По существу, образ следовало бы называть объективным в том случае, если вещь или некое множество рассматриваются с точки зрения того, кто остается внешним по отношению к этому множеству. Такое определение, конечно, возможно, но оно всего лишь номинальное, негативное и врéменное. Ведь как знать, почему бы тому, что мы прежде считали чуждым множеству, впоследствии не проявить собственную к нему принадлежность? Так, «Пандора» Левина начинается с множественного плана на пляже, где группы людей мчатся в одну сторону: панорама пляжа дается издали и сверху, на него смотрят через подзорную трубу, торчащую из выступающей части дома. Но очень скоро мы узнаем, что люди, живущие в доме и пользующиеся подзорной трубой, нераздельно принадлежат анализируемому нами множеству: пляжу, привлекающему людей месту, происходящему на нем событию, тем, кто в нем участвует… Разве этот образ не стал субъективным, как в примере с фильмом Любича? И разве не такова судьба образа-перцепции в кино – сопровождать нас от одного из собственных полюсов к другому, то есть от объективной перцепции к субъективной, и наоборот? Как бы там ни было, обе дефиниции, от которых мы отталкивались, лишь номинальные.

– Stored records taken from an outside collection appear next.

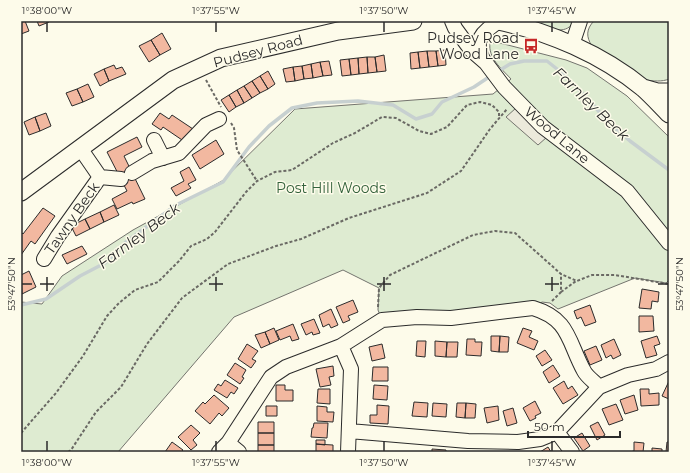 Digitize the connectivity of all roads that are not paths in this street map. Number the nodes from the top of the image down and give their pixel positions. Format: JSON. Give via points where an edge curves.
{"nodes":[{"id":1,"x":412,"y":21,"type":"edge"},
{"id":2,"x":452,"y":21,"type":"edge"},
{"id":3,"x":498,"y":21,"type":"edge"},
{"id":4,"x":580,"y":21,"type":"edge"},
{"id":5,"x":572,"y":45,"type":"junction"},
{"id":6,"x":486,"y":63,"type":"junction"},
{"id":7,"x":643,"y":88,"type":"junction"},
{"id":8,"x":669,"y":92,"type":"edge"},
{"id":9,"x":669,"y":114,"type":"edge"},
{"id":10,"x":219,"y":119,"type":"dead end"},
{"id":11,"x":154,"y":140,"type":"dead end"},
{"id":12,"x":80,"y":148,"type":"junction"},
{"id":13,"x":163,"y":158,"type":"junction"},
{"id":14,"x":100,"y":177,"type":"junction"},
{"id":15,"x":21,"y":192,"type":"edge"},
{"id":16,"x":669,"y":243,"type":"edge"},
{"id":17,"x":44,"y":259,"type":"dead end"},
{"id":18,"x":341,"y":346,"type":"junction"},
{"id":19,"x":669,"y":362,"type":"edge"},
{"id":20,"x":599,"y":387,"type":"junction"},
{"id":21,"x":350,"y":431,"type":"junction"},
{"id":22,"x":557,"y":432,"type":"junction"},
{"id":23,"x":468,"y":446,"type":"edge"},
{"id":24,"x":229,"y":449,"type":"edge"},
{"id":25,"x":348,"y":452,"type":"edge"},
{"id":26,"x":572,"y":452,"type":"edge"}],
"edges":[{"from":1,"to":12,"type":"main road","name":"Pudsey Road","via":[[338,31],[221,58],[173,80]]},
{"from":2,"to":6,"type":"street","name":"Wood Lane","via":[[472,50]]},
{"from":3,"to":5,"type":"main road","via":[[548,35]]},
{"from":3,"to":6,"type":"street","via":[[481,35],[478,41],[480,54]]},
{"from":4,"to":5,"type":"street"},
{"from":5,"to":7,"type":"main road","via":[[592,54]]},
{"from":6,"to":16,"type":"street","name":"Wood Lane","via":[[504,87],[543,127],[627,191]]},
{"from":7,"to":8,"type":"main road"},
{"from":7,"to":9,"type":"main road"},
{"from":10,"to":13,"type":"street","name":"Tawny Beck","via":[[206,125],[179,154]]},
{"from":11,"to":13,"type":"street"},
{"from":12,"to":14,"type":"street","name":"Tawny Beck"},
{"from":12,"to":15,"type":"main road","name":"Pudsey Road"},
{"from":13,"to":14,"type":"street","name":"Tawny Beck","via":[[152,161],[126,176]]},
{"from":14,"to":17,"type":"street","name":"Tawny Beck"},
{"from":18,"to":20,"type":"street","via":[[382,320],[451,318],[533,308],[545,312],[560,323],[571,340],[585,372]]},
{"from":18,"to":21,"type":"street","via":[[351,369]]},
{"from":18,"to":24,"type":"street","via":[[286,367],[271,377]]},
{"from":19,"to":20,"type":"street","via":[[656,369],[628,375]]},
{"from":20,"to":22,"type":"street"},
{"from":21,"to":23,"type":"street"},
{"from":21,"to":25,"type":"street"},
{"from":22,"to":23,"type":"street","via":[[540,439]]},
{"from":22,"to":26,"type":"street"}]} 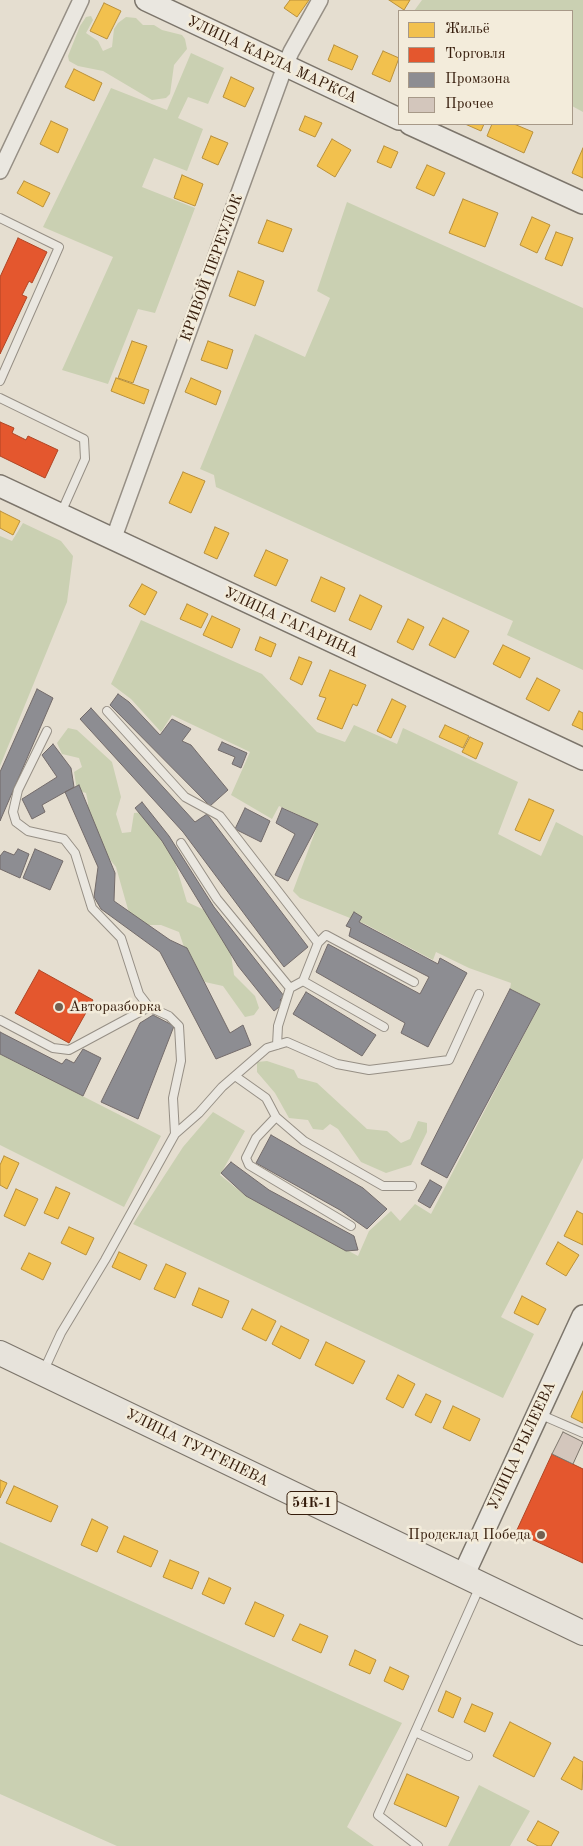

Жан Митри отметил важность одной из функций дополнительности «прямая перспектива – обратная перспектива», когда она перекраивает другой тип дополнительности, «смотрящий-рассматриваемое». Вначале нам показывают того, кто видит, затем – то, что он видит. Но здесь мы не можем даже сказать, что первый образ объективный, а второй – субъективный. Ибо видимое в первом образе уже имеет в себе нечто субъективное, нечто от смотрящего. Что же касается второго образа, то рассматриваемое в равной мере может представлять и себя, и персонажа. Более того, может происходить крайнее сжатие системы «прямая перспектива – обратная перспектива», как, например, в «Эльдорадо» Л’Эрбье, где рассеянная женщина, видящая вещи расплывчатыми, показана так сама. А значит, если кинематографический образ-перцепция непрестанно переходит от субъективного к объективному и наоборот, не следует ли наделить его особым, диффузным и гибким, статусом, который может быть незаметным, но иногда, в некоторых поразительных случаях, проявляется? Очень рано подвижная камера начинает опережать, нагонять, бросать или вновь брать в кадр персонажей. В экспрессионизме она очень рано начинает схватывать персонажа или следовать за ним со спины («Тартюф» Мурнау, «Варьете» Дюпона). Наконец, совершенно «распоясавшаяся» камера исполняет «тревеллинг по замкнутому кругу» («Последний человек» Мурнау), или, уже не довольствуясь следованием за персонажами, перемещается среди них. Именно в связи с этим Митри предложил понятие обобщенного полусубъективного образа ради обозначения этого «совместного-бытия» вместе с камерой: она не сливается с персонажем, но уже не находится вне его, она – вместе с ним[116]. Это своего рода чисто кинематографическое Mitsein[117]. Или же это то, что Дос Пассос справедливо называл «взглядом камеры», анонимной точкой зрения кого-то из неидентифицированных персонажей.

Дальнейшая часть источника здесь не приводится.